Weiwei's exhibition, entitled Ruptures, at Copenhagen's Faurschou Foundation, has been pulled. The artist took to Instagram and Facebook to announce the cancellation: "This decision follows the Danish parliament's approval of the law proposal that allows seizing valuables and delaying family reunions for asylum seekers.''

"I am very shocked about yesterday's news that the Danish government has decided to seize refugees' private property. As a result of this regrettable decision, I must withdraw from your exhibition... to express my protest of the Danish government's decision. Please accept my regrets and thank you for your long-term support. I apologize for the inconvenience caused."

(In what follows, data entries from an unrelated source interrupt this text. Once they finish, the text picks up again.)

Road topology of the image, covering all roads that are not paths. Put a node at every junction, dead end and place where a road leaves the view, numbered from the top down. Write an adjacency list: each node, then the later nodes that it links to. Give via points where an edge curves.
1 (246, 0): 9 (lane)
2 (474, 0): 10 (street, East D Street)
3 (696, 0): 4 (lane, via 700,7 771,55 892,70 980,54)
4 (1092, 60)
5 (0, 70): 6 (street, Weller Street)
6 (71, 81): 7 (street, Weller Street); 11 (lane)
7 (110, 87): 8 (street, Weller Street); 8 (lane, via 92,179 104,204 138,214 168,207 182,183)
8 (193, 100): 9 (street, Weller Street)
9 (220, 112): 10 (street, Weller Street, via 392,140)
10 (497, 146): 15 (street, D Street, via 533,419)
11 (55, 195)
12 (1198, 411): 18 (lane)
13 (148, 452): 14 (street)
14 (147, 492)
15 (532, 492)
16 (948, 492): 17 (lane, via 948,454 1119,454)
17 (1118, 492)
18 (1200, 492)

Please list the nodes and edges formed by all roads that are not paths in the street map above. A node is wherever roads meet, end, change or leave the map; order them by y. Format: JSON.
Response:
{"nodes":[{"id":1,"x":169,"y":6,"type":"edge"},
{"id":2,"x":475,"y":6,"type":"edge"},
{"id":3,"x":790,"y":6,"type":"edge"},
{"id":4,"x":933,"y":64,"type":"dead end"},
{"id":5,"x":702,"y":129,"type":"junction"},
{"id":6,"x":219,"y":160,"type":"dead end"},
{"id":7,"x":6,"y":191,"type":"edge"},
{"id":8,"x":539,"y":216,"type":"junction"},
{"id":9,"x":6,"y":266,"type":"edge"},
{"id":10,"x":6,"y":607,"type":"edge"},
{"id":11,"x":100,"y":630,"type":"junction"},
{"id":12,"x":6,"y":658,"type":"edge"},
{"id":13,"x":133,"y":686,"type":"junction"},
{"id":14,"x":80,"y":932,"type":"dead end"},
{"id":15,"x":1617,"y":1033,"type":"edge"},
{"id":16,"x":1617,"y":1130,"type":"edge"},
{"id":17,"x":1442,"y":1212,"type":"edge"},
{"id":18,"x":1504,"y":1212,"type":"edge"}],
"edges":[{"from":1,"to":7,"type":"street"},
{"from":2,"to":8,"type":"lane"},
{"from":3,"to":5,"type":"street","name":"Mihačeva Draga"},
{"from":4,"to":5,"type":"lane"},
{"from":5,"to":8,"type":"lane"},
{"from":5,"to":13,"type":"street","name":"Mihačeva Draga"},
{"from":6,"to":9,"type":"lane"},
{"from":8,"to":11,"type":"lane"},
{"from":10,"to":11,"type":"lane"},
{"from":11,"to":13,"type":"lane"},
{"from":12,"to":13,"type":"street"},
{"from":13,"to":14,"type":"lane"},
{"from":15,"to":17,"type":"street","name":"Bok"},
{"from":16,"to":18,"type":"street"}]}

Weiwei with Image via Ai Weiwei's Instagram Weiwei with Jens Faurschou
Image via Ai Weiwei's Instagram

Jens Faurschou, collector and owner of the foundation, has given Weiwei his full support. Ai explained on his Instagram account: "Jens Faurschou backs the artist's decision and regrets that the Danish parliament chooses to be in the forefront of symbolic and inhuman politics of today's biggest humanitarian crisis in Europe and the Middle East, instead of being in the forefront of a respectful European solution to solve the acute humanitarian crisis."

It has also been reported by the Danish newspaper, The Local, that Weiwei will not be showcasing his work at a group show at the ARoS Aarhus Art Museum.

The law, which is controversial with human rights groups, permits police to search asylum seekers and seize personals worth more than 10 000 kroner (£1 000) which are not sentimental to the owner.

Weiwei in Lesbos Weiwei in Lesbos
Image via Ai Weiwei's Instagram

To show his support to migrants making the journey to Europe, Weiwei has been spending time in Lesbos sharing images and videos of the crisis. In 2015, Weiwei and fellow artist Anish Kapoor walked the streets of London in solidarity with migrants.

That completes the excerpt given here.